TASK STATEMENT: Word for word, restate the entries below and exclude every image.

── DATA EXTRACT

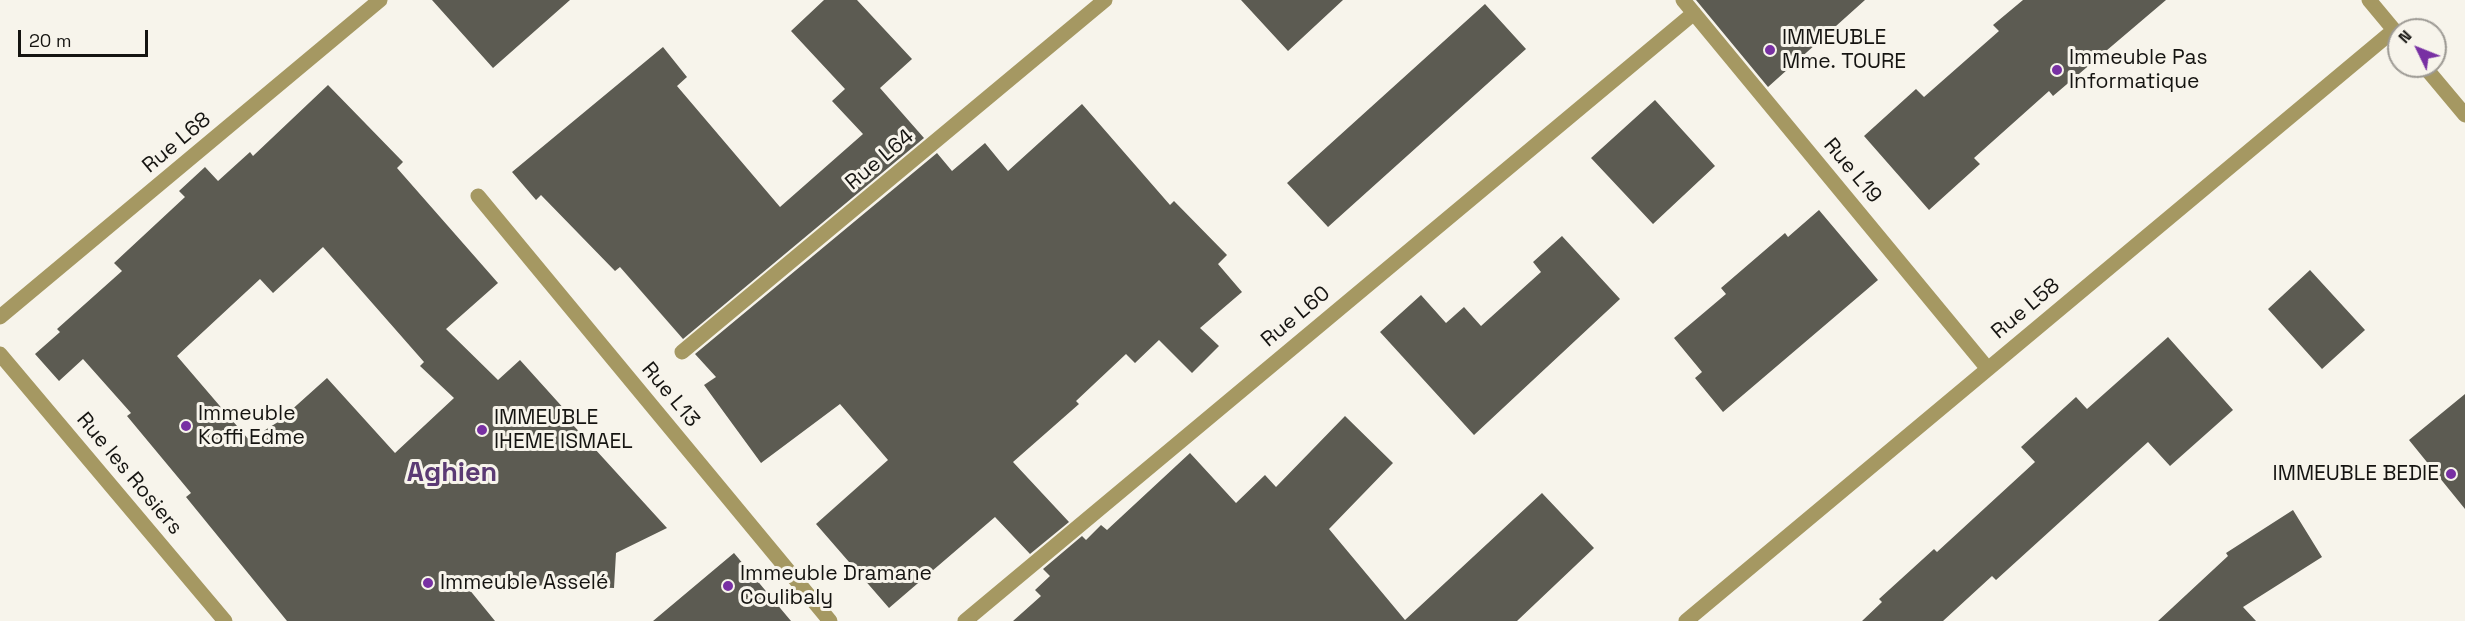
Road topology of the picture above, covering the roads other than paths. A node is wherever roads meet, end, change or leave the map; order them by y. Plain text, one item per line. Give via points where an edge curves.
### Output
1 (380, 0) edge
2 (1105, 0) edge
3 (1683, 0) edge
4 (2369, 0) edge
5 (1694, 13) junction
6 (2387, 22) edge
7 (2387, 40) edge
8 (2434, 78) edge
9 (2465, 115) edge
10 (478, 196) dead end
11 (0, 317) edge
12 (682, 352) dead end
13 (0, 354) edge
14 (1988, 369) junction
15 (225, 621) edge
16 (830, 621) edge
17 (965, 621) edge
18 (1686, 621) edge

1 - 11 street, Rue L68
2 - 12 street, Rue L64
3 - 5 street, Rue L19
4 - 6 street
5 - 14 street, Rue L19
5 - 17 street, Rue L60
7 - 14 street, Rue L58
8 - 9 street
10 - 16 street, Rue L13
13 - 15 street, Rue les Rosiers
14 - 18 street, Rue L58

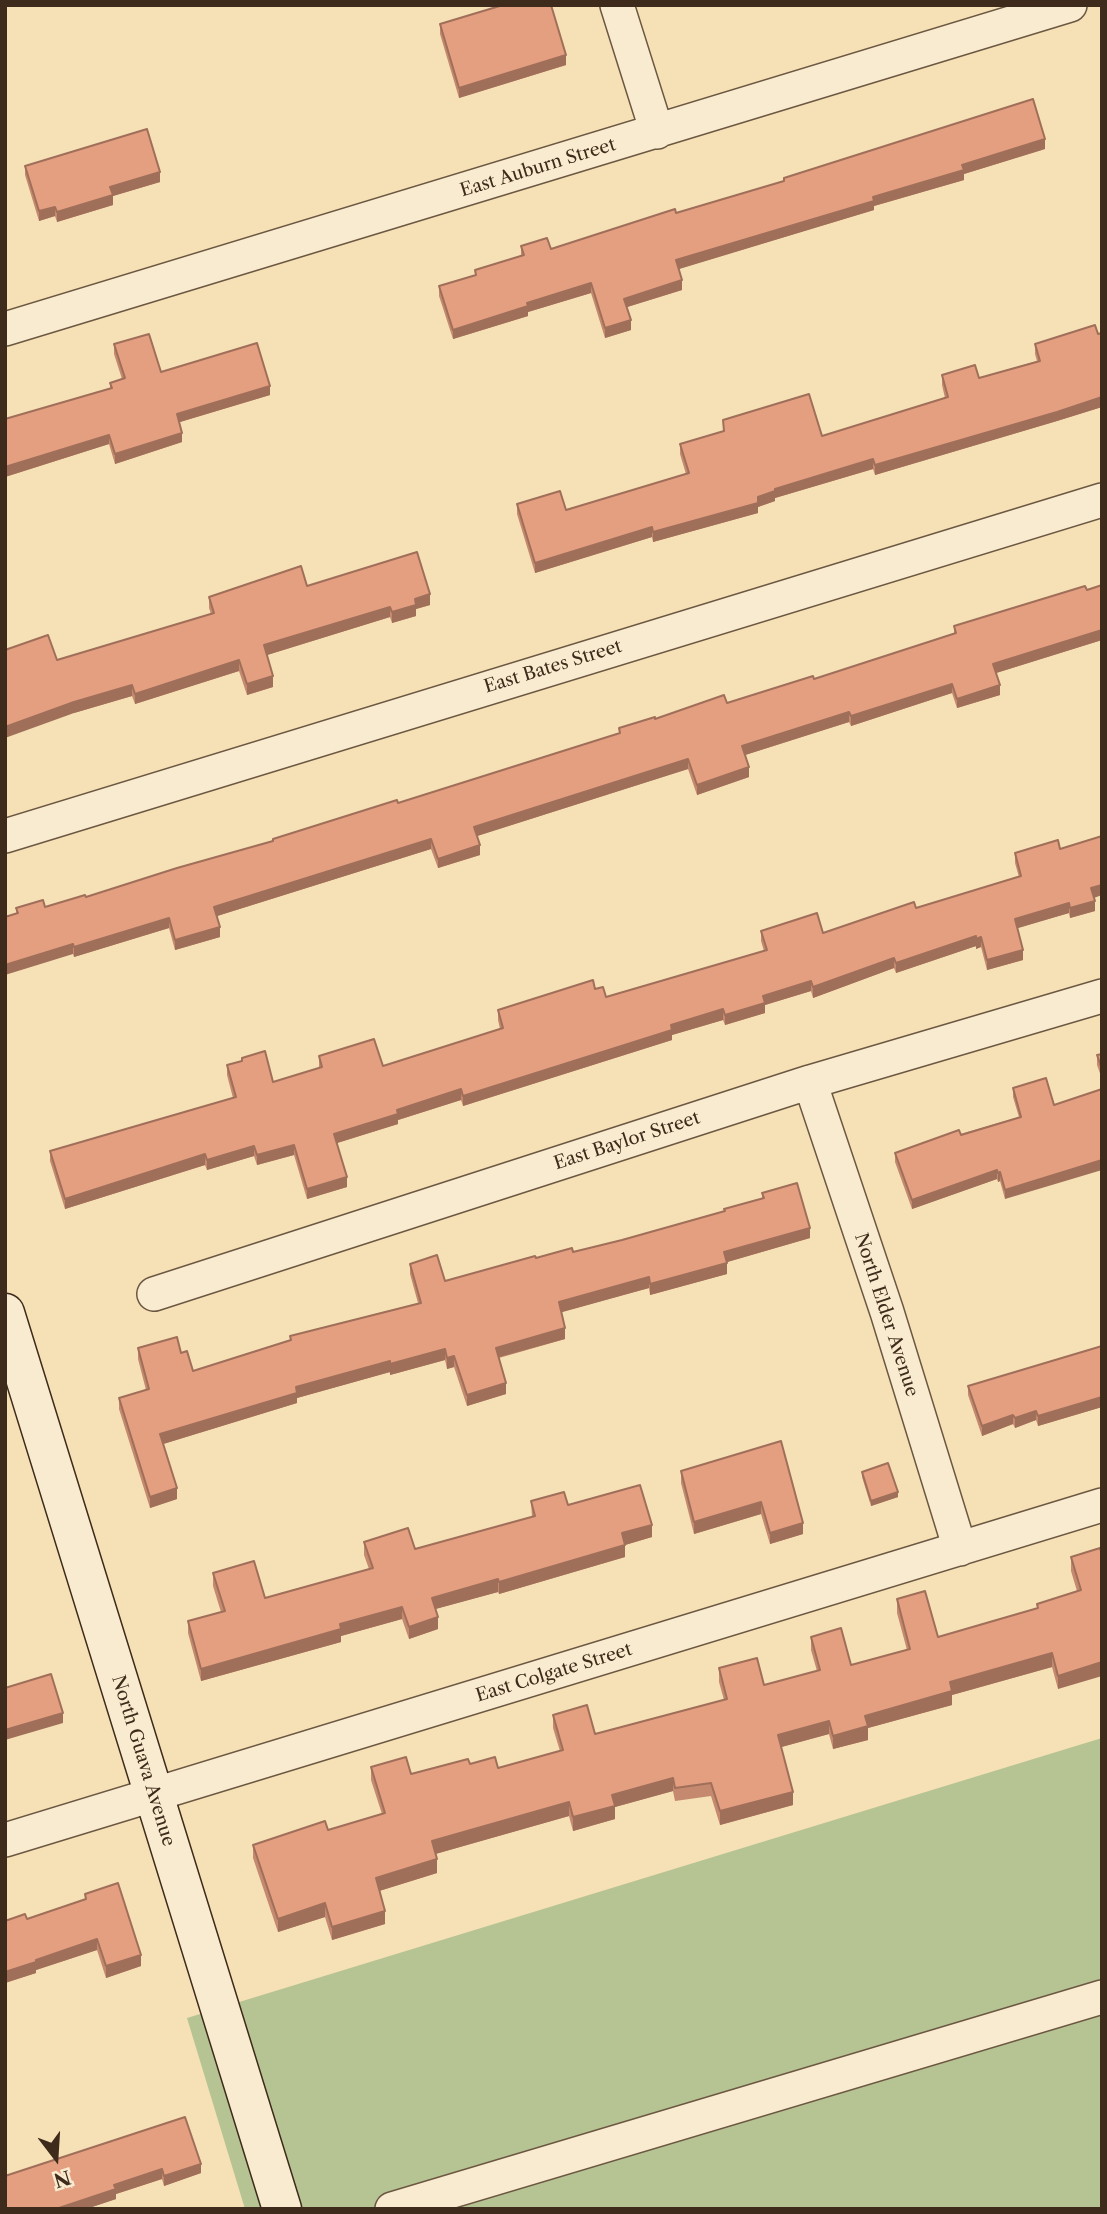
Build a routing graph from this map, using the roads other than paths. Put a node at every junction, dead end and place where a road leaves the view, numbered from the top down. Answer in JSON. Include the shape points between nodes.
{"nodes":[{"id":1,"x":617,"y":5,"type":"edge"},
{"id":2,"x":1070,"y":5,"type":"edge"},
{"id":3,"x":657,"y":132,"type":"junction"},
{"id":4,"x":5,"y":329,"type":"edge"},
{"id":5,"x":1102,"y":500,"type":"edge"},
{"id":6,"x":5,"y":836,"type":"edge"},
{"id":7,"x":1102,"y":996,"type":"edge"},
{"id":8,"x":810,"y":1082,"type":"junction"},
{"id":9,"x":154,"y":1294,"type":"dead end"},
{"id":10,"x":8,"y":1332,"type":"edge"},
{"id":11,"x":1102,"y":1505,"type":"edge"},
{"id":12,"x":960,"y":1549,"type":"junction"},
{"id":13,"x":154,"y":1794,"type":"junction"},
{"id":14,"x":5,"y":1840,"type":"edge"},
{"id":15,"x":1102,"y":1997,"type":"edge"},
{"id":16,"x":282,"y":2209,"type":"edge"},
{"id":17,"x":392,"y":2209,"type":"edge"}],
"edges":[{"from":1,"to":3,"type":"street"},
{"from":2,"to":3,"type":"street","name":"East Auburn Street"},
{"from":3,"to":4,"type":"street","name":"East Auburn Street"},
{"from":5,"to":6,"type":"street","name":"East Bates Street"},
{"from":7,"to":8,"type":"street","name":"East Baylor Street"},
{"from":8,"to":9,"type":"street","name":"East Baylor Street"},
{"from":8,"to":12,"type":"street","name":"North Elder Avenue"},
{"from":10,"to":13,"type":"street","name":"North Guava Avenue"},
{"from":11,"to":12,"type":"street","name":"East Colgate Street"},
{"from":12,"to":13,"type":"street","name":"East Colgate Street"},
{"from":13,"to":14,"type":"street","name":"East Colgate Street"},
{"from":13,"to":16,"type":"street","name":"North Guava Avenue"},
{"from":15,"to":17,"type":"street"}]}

────

SOLUTION FOR THIS PROBLEM:
Road topology of the picture above, covering the roads other than paths. A node is wherever roads meet, end, change or leave the map; order them by y. Plain text, one item per line. Give via points where an edge curves.
### Output
1 (380, 0) edge
2 (1105, 0) edge
3 (1683, 0) edge
4 (2369, 0) edge
5 (1694, 13) junction
6 (2387, 22) edge
7 (2387, 40) edge
8 (2434, 78) edge
9 (2465, 115) edge
10 (478, 196) dead end
11 (0, 317) edge
12 (682, 352) dead end
13 (0, 354) edge
14 (1988, 369) junction
15 (225, 621) edge
16 (830, 621) edge
17 (965, 621) edge
18 (1686, 621) edge

1 - 11 street, Rue L68
2 - 12 street, Rue L64
3 - 5 street, Rue L19
4 - 6 street
5 - 14 street, Rue L19
5 - 17 street, Rue L60
7 - 14 street, Rue L58
8 - 9 street
10 - 16 street, Rue L13
13 - 15 street, Rue les Rosiers
14 - 18 street, Rue L58

Build a routing graph from this map, using the roads other than paths. Put a node at every junction, dead end and place where a road leaves the view, numbered from the top down. Answer in JSON. Include the shape points between nodes.
{"nodes":[{"id":1,"x":617,"y":5,"type":"edge"},
{"id":2,"x":1070,"y":5,"type":"edge"},
{"id":3,"x":657,"y":132,"type":"junction"},
{"id":4,"x":5,"y":329,"type":"edge"},
{"id":5,"x":1102,"y":500,"type":"edge"},
{"id":6,"x":5,"y":836,"type":"edge"},
{"id":7,"x":1102,"y":996,"type":"edge"},
{"id":8,"x":810,"y":1082,"type":"junction"},
{"id":9,"x":154,"y":1294,"type":"dead end"},
{"id":10,"x":8,"y":1332,"type":"edge"},
{"id":11,"x":1102,"y":1505,"type":"edge"},
{"id":12,"x":960,"y":1549,"type":"junction"},
{"id":13,"x":154,"y":1794,"type":"junction"},
{"id":14,"x":5,"y":1840,"type":"edge"},
{"id":15,"x":1102,"y":1997,"type":"edge"},
{"id":16,"x":282,"y":2209,"type":"edge"},
{"id":17,"x":392,"y":2209,"type":"edge"}],
"edges":[{"from":1,"to":3,"type":"street"},
{"from":2,"to":3,"type":"street","name":"East Auburn Street"},
{"from":3,"to":4,"type":"street","name":"East Auburn Street"},
{"from":5,"to":6,"type":"street","name":"East Bates Street"},
{"from":7,"to":8,"type":"street","name":"East Baylor Street"},
{"from":8,"to":9,"type":"street","name":"East Baylor Street"},
{"from":8,"to":12,"type":"street","name":"North Elder Avenue"},
{"from":10,"to":13,"type":"street","name":"North Guava Avenue"},
{"from":11,"to":12,"type":"street","name":"East Colgate Street"},
{"from":12,"to":13,"type":"street","name":"East Colgate Street"},
{"from":13,"to":14,"type":"street","name":"East Colgate Street"},
{"from":13,"to":16,"type":"street","name":"North Guava Avenue"},
{"from":15,"to":17,"type":"street"}]}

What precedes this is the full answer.